Her ne kadar insan ailesini, doğduğu ortamı, içinde büyüdüğü kültürü ve koşulları seçme özgürlüğüne sahip değilse de neyi kabul neyi ret edeceğini, nasıl düşüneceğini, ne hissedeceğini ve ne yapacağını seçebilir.
Kendini değil de kendilik imajını gerçekleştiren kişiler fiziksel görüntü, not, diploma, statü, para gibi yüzeysel özelliklere odaklanırlar ve bunlara ulaşsalar bile bir türlü mutlu olamazlar, çünkü her zaman daha mükemmeli vardır.

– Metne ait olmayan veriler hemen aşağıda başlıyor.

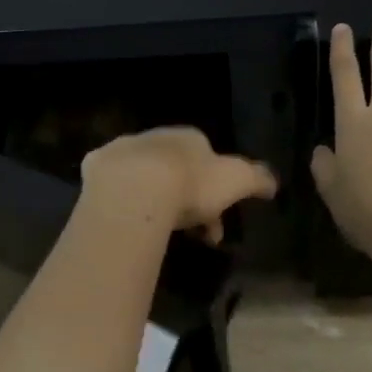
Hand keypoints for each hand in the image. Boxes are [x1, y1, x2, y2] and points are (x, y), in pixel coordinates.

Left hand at [80, 127, 277, 242]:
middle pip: (177, 169)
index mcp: (191, 137)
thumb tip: (274, 182)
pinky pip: (114, 184)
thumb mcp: (238, 180)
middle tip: (194, 234)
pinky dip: (123, 199)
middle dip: (189, 200)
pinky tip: (129, 219)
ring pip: (145, 176)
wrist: (136, 189)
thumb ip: (258, 178)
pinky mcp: (96, 167)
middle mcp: (157, 137)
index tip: (219, 222)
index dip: (218, 192)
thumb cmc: (192, 183)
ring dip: (157, 200)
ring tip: (161, 232)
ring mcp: (124, 150)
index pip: (209, 161)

Ne kadar çok içebildiği, uykusuzluğa dayanabildiği veya çok zor şartlar altında çok uzun saatler çalışabildiği için gurur duyanlar aslında bedensel ihtiyaçlarına duyarsızlaşmış kişilerdir.
Varoluşçu bakış açısına göre, yaşamın önceden belirlenmiş bir anlamı yoktur. Yaşamına anlam verecek olan insanın kendisidir. Başka bir deyişle, varlığını sürdürebilmek ve ne yönde büyüyüp gelişeceğine karar vermek her bireyin kendi sorumluluğudur.
İnsan yaşamının anlamını belirleme sorumluluğunun yanı sıra yaşadıkları nedeniyle hissettiklerinden, yaşadıklarına yüklediği anlamdan ve bunlarla nasıl başa çıktığından da sorumludur.